Les Carthage du monde : Ridha Tlili – 2001

 

Ridha Tlili est né en 1948 à Gafsa, il est le fils d’Ahmed Tlili, cofondateur en 1946 de l’Union générale tunisienne du travail.
Historien spécialiste des mouvements sociaux, du syndicalisme et de la pensée politique, il est aussi membre diplômé de l’Ecole diplomatique de Madrid. Il est actuellement chercheur à L’institut national du Patrimoine et a créé une fondation portant le nom de son père.
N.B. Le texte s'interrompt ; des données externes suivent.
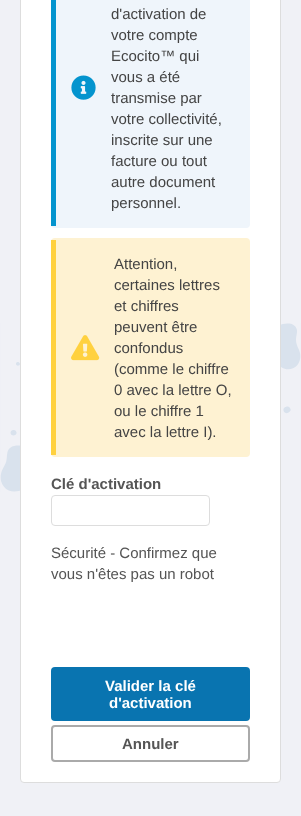 async function draw(canvas) {
	canvas.width = 301;
	canvas.height = 816;
	const c = canvas.getContext('2d');
	c.miterLimit = 4;
	c.fontKerning = 'normal';
	async function loadImage(src) {
		const img = new Image();
		img.src = src;
		await img.decode();
		return img;
	}

	c.fillStyle = '#f0f1f6';
	c.fillRect(0, 0, 301, 816);
	c.drawImage(await loadImage('img1.png'), 0, 323, 301, 169);
	c.fillStyle = '#fff';
	c.beginPath();
	c.roundRect(20.5, -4.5, 260, 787, 3.5);
	c.fill();
	c.strokeStyle = '#ddd';
	c.stroke();
	c.fillStyle = '#eff5fb';
	c.beginPath();
	c.roundRect(51, -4, 199, 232, 4);
	c.fill();
	c.fillStyle = '#0494ce';
	c.fillRect(51, 0, 5, 226);
	c.font = '15px Liberation Sans';
	c.fillStyle = '#444';
	for (const [text, x, y] of [
		['d\'activation de', 111, 19],
		['votre compte', 111, 40],
		['Ecocito™ qui', 111, 61],
	]) {
		c.fillText(text, x, y);
	}
	c.drawImage(await loadImage('img2.png'), 71, 75, 25, 25);
	for (const [text, x, y] of [
		['vous a été', 111, 82],
		['transmise par', 111, 103],
		['votre collectivité,', 111, 124],
		['inscrite sur une', 111, 145],
		['facture ou tout', 111, 166],
		['autre document', 111, 187],
		['personnel.', 111, 208],
	]) {
		c.fillText(text, x, y);
	}
	c.fillStyle = '#fef2d2';
	c.beginPath();
	c.roundRect(51, 238, 199, 219, 4);
	c.fill();
	c.fillStyle = '#ffd13f';
	c.fillRect(51, 240, 5, 215);
	c.fillStyle = '#444';
	for (const [text, x, y] of [
		['Attention,', 114, 269],
		['certaines lettres', 114, 290],
		['et chiffres', 114, 311],
		['peuvent être', 114, 332],
	]) {
		c.fillText(text, x, y);
	}
	c.drawImage(await loadImage('img3.png'), 71, 335, 29, 26);
	for (const [text, x, y] of [
		['confondus', 114, 353],
		['(comme le chiffre', 114, 374],
		['0 avec la lettre O,', 114, 395],
		['ou le chiffre 1', 114, 416],
		['avec la lettre I).', 114, 437],
	]) {
		c.fillText(text, x, y);
	}
	c.font = 'bold 15px Liberation Sans';
	c.fillStyle = '#555';
	c.fillText('Clé d\'activation', 51, 489);
	c.beginPath();
	c.roundRect(51.5, 495.5, 158, 30, 3.5);
	c.stroke();
	c.font = '15px Liberation Sans';
	c.fillText('Sécurité - Confirmez que', 51, 558);
	c.fillText('vous n\'êtes pas un robot', 51, 579);
	c.fillStyle = '#0974b0';
	c.beginPath();
	c.roundRect(51, 667, 199, 54, 4);
	c.fill();
	c.font = 'bold 15px Liberation Sans';
	c.fillStyle = '#fff';
	c.fillText('Valider la clé', 105, 691);
	c.fillText('d\'activation', 109, 708);
	c.beginPath();
	c.roundRect(52, 726, 197, 35, 3);
	c.strokeStyle = '#aaa';
	c.lineWidth = 2;
	c.stroke();
	c.fillStyle = '#555';
	c.fillText('Annuler', 122, 749);
}

draw(document.querySelector('canvas')); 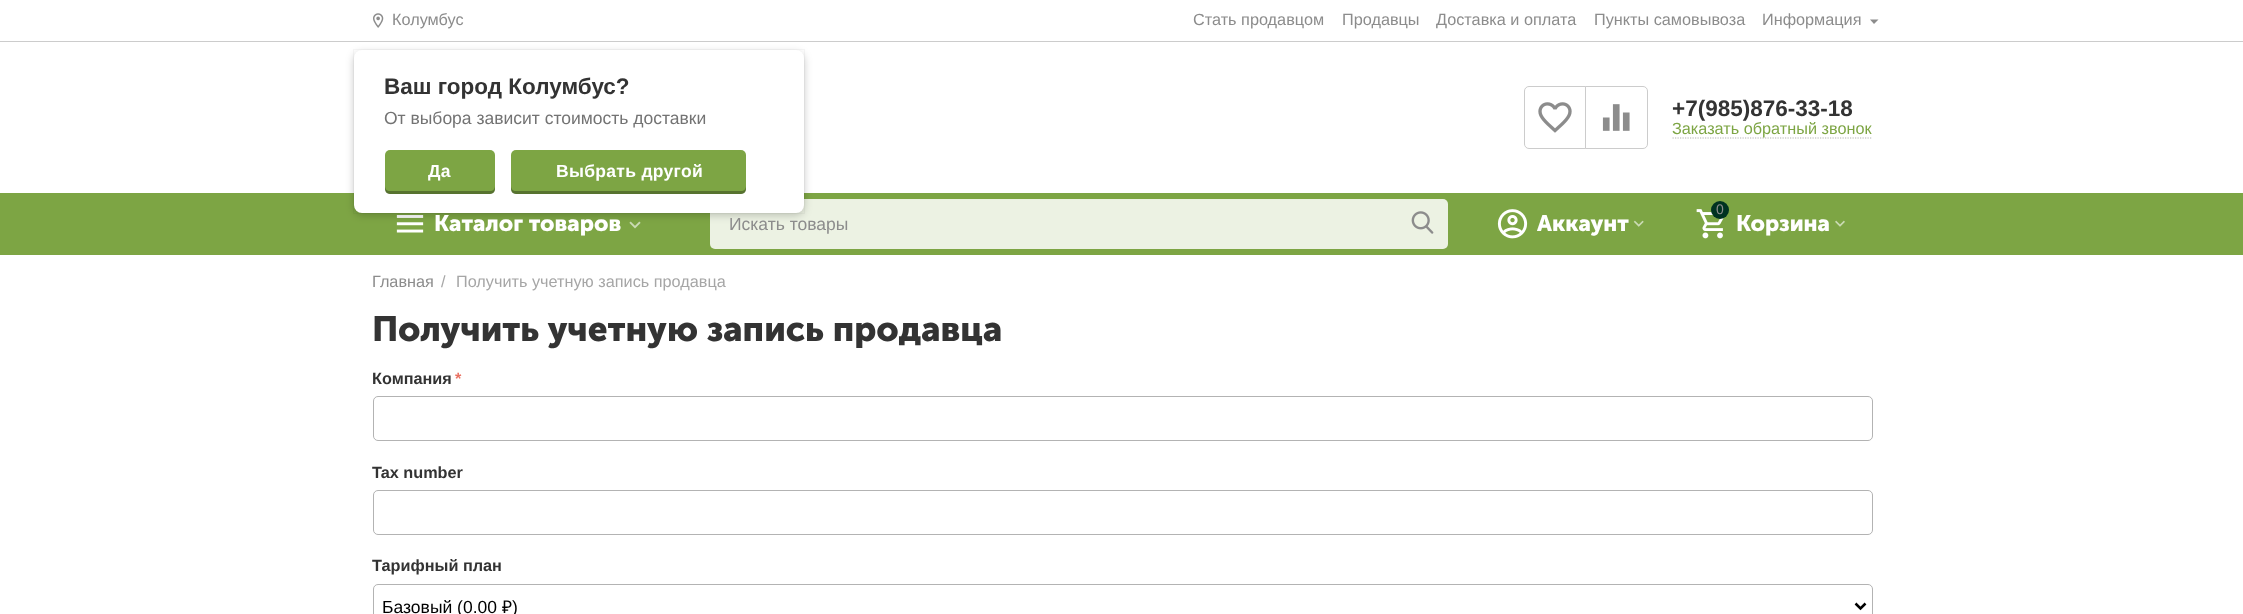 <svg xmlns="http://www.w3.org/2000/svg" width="2243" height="614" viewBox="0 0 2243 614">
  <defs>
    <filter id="blur1" x="-50%" y="-200%" width="200%" height="500%"><feGaussianBlur stdDeviation="4.5"/></filter>
  </defs>
  <rect width="100%" height="100%" fill="#ffffff"/>
  <rect x="0" y="41" width="2243" height="1" fill="#cccccc"/>
  <image x="373" y="13" width="11" height="15" href="img1.png"/>
  <text x="392" y="25" font-family="Liberation Sans" font-size="16.25" fill="#8c8c8c">Колумбус</text>
  <rect x="0" y="193" width="2243" height="62" fill="#7da544"/>
  <image x="396" y="215" width="28" height="18" href="img4.png"/>
  <image x="629" y="221" width="12" height="8" href="img5.png"/>
  <rect x="710" y="199" width="738" height="50" rx="5" fill="#ecf2e3"/>
  <rect x="354" y="53" width="450" height="162" rx="8" fill="#000000" fill-opacity="0.22" filter="url(#blur1)"/>
  <rect x="353.5" y="49.5" width="451" height="164" fill="none" stroke="#000000" stroke-opacity="0.03"/>
  <rect x="354" y="50" width="450" height="163" rx="8" fill="#ffffff"/>
  <text x="384" y="94" font-family="Liberation Sans" font-size="22.5" font-weight="bold" fill="#333333">Ваш город Колумбус?</text>
  <text x="384" y="124" font-family="Liberation Sans" font-size="17.5" fill="#737373">От выбора зависит стоимость доставки</text>
  <rect x="385" y="150" width="110" height="44" rx="5" fill="#7da544"/>
  <path d="M385 186V189C385 192 387 194 390 194H490C493 194 495 192 495 189V186C495 189 493 191 490 191H390C387 191 385 189 385 186Z" fill="#000000" fill-opacity="0.3"/>
  <text x="428" y="177" font-family="Liberation Sans" font-size="17.5" font-weight="bold" letter-spacing="0.3" fill="#ffffff">Да</text>
  <rect x="511" y="150" width="235" height="44" rx="5" fill="#7da544"/>
  <path d="M511 186V189C511 192 513 194 516 194H741C744 194 746 192 746 189V186C746 189 744 191 741 191H516C513 191 511 189 511 186Z" fill="#000000" fill-opacity="0.3"/>
  <text x="556" y="177" font-family="Liberation Sans" font-size="17.5" font-weight="bold" letter-spacing="0.3" fill="#ffffff">Выбрать другой</text>
  <text x="1193" y="25" font-family="Liberation Sans" font-size="16.25" fill="#8c8c8c">Стать продавцом</text>
  <text x="1342" y="25" font-family="Liberation Sans" font-size="16.25" fill="#8c8c8c">Продавцы</text>
  <text x="1436" y="25" font-family="Liberation Sans" font-size="16.25" fill="#8c8c8c">Доставка и оплата</text>
  <text x="1594" y="25" font-family="Liberation Sans" font-size="16.25" fill="#8c8c8c">Пункты самовывоза</text>
  <text x="1762" y="25" font-family="Liberation Sans" font-size="16.25" fill="#8c8c8c">Информация</text>
  <path d="M1874 24L1870 19.5H1878.5Z" fill="#8c8c8c"/>
  <path d="M1585.5 86.5H1643C1645.5 86.5 1647.5 88.5 1647.5 91V144C1647.5 146.5 1645.5 148.5 1643 148.5H1585.5Z" fill="none" stroke="#cccccc"/>
  <path d="M1529 86.5H1585.5V148.5H1529C1526.5 148.5 1524.5 146.5 1524.5 144V91C1524.5 88.5 1526.5 86.5 1529 86.5Z" fill="#ffffff" stroke="#cccccc"/>
  <image x="1538" y="102" width="34" height="31" href="img2.png"/>
  <image x="1602" y="104" width="28" height="27" href="img3.png"/>
  <text x="1672" y="116" font-family="Liberation Sans" font-size="22.5" font-weight="bold" fill="#333333">+7(985)876-33-18</text>
  <path d="M1672.5 138H1872.5" fill="none" stroke="#b4b4b4" stroke-width="1.2" stroke-dasharray="1.25 1.25"/>
  <text x="1672" y="134" font-family="Liberation Sans" font-size="16.25" fill="#7da544">Заказать обратный звонок</text>
  <text x="434" y="231" font-family="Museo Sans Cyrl" font-size="22.5" font-weight="bold" fill="#ffffff">Каталог товаров</text>
  <text x="729" y="230" font-family="Liberation Sans" font-size="17.5" fill="#8c8c8c">Искать товары</text>
  <image x="1411" y="211" width="23" height="23" href="img6.png"/>
  <image x="1497" y="209" width="31" height="30" href="img7.png"/>
  <text x="1537" y="231" font-family="Museo Sans Cyrl" font-size="22.5" font-weight="bold" fill="#ffffff">Аккаунт</text>
  <image x="1633" y="220" width="11" height="7" href="img8.png"/>
  <image x="1696" y="209" width="28" height="30" href="img9.png"/>
  <circle cx="1720" cy="210" r="9" fill="#003221"/>
  <text x="1716" y="214" font-family="Liberation Sans" font-size="14" fill="#8c8c8c">0</text>
  <text x="1736" y="231" font-family="Museo Sans Cyrl" font-size="22.5" font-weight="bold" fill="#ffffff">Корзина</text>
  <image x="1835" y="220" width="10" height="7" href="img10.png"/>
  <text x="372" y="287" font-family="Liberation Sans" font-size="16.25" fill="#8c8c8c">Главная</text>
  <text x="441" y="287" font-family="Liberation Sans" font-size="16.25" fill="#a6a6a6">/</text>
  <text x="456" y="287" font-family="Liberation Sans" font-size="16.25" fill="#a6a6a6">Получить учетную запись продавца</text>
  <text x="372" y="341" font-family="Museo Sans Cyrl" font-size="35" font-weight="bold" fill="#333333">Получить учетную запись продавца</text>
  <text x="372" y="384" font-family="Liberation Sans" font-size="16.25" font-weight="bold" fill="#333333">Компания</text>
  <text x="455" y="384" font-family="Liberation Sans" font-size="16.25" font-weight="bold" fill="#ea7162">*</text>
  <rect x="373.5" y="396.5" width="1499" height="44" rx="4.5" fill="none" stroke="#b3b3b3"/>
  <text x="372" y="478" font-family="Liberation Sans" font-size="16.25" font-weight="bold" fill="#333333">Tax number</text>
  <rect x="373.5" y="490.5" width="1499" height="44" rx="4.5" fill="none" stroke="#b3b3b3"/>
  <text x="372" y="571" font-family="Liberation Sans" font-size="16.25" font-weight="bold" fill="#333333">Тарифный план</text>
  <rect x="373.5" y="584.5" width="1499" height="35" rx="4.5" fill="none" stroke="#b3b3b3"/>
  <path d="M1855.5 603.5L1860.5 608.5L1865.5 603.5" fill="none" stroke="#000000" stroke-width="2.5"/>
  <text x="382" y="613" font-family="Liberation Sans" font-size="17.5" fill="#000000">Базовый (0.00</text>
  <text x="502" y="613" font-family="Noto Sans" font-size="17.5" fill="#000000">₽</text>
  <text x="512" y="613" font-family="Liberation Sans" font-size="17.5" fill="#000000">)</text>
</svg>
Voici quelques extraits du texte inaugural prononcé par Hélé Béji lors de sa venue le 6 avril 2001.

Cher Ridha,

(…) Tu nous fais toucher du doigt que le destin d’un pays ne peut pas tenir tout entier en lui-même qu’en fait, il ne se suffit pas à lui-même. Je dirais qu’un pays qui n’est que lui-même est toujours au-dessous de lui-même, il faut qu’il soit autre chose, et plus que lui-même, pour devenir soi.

L’auto-suffisance, qui pour toi est synonyme de suffisance, de vanité, tu la trouves risible. Tu fais partie de ceux qui ne veulent pas être autosuffisants, qui acceptent leur propre insuffisance, pour pouvoir trouver leur effort d’accomplissement. C’est dans la conscience de son étroitesse qu’on ouvre son cœur à l’immensité. C’est dans la vision de ses limites qu’on touche les frontières de sa grandeur.

(…) Je pense que tu es le fils de l’héroïsme de ton père. Tu rends à ton père dans l’ordre de la pensée historique, ce qu’il n’a pas pu accomplir dans l’ordre politique, CAD la liberté.

Tu acceptes les aléas de l’histoire, mais comme lui, tu en refuses les chaînes ; tu supportes les faiblesses des hommes, mais tu en vomis les forfaits ; tu es sensible à leurs défaillances, mais tu es violent contre leurs mensonges ; tu tolères les incapables, mais tu restes intraitable avec les tricheurs ; tu admets l’ignorance, mais tu exècres la mystification.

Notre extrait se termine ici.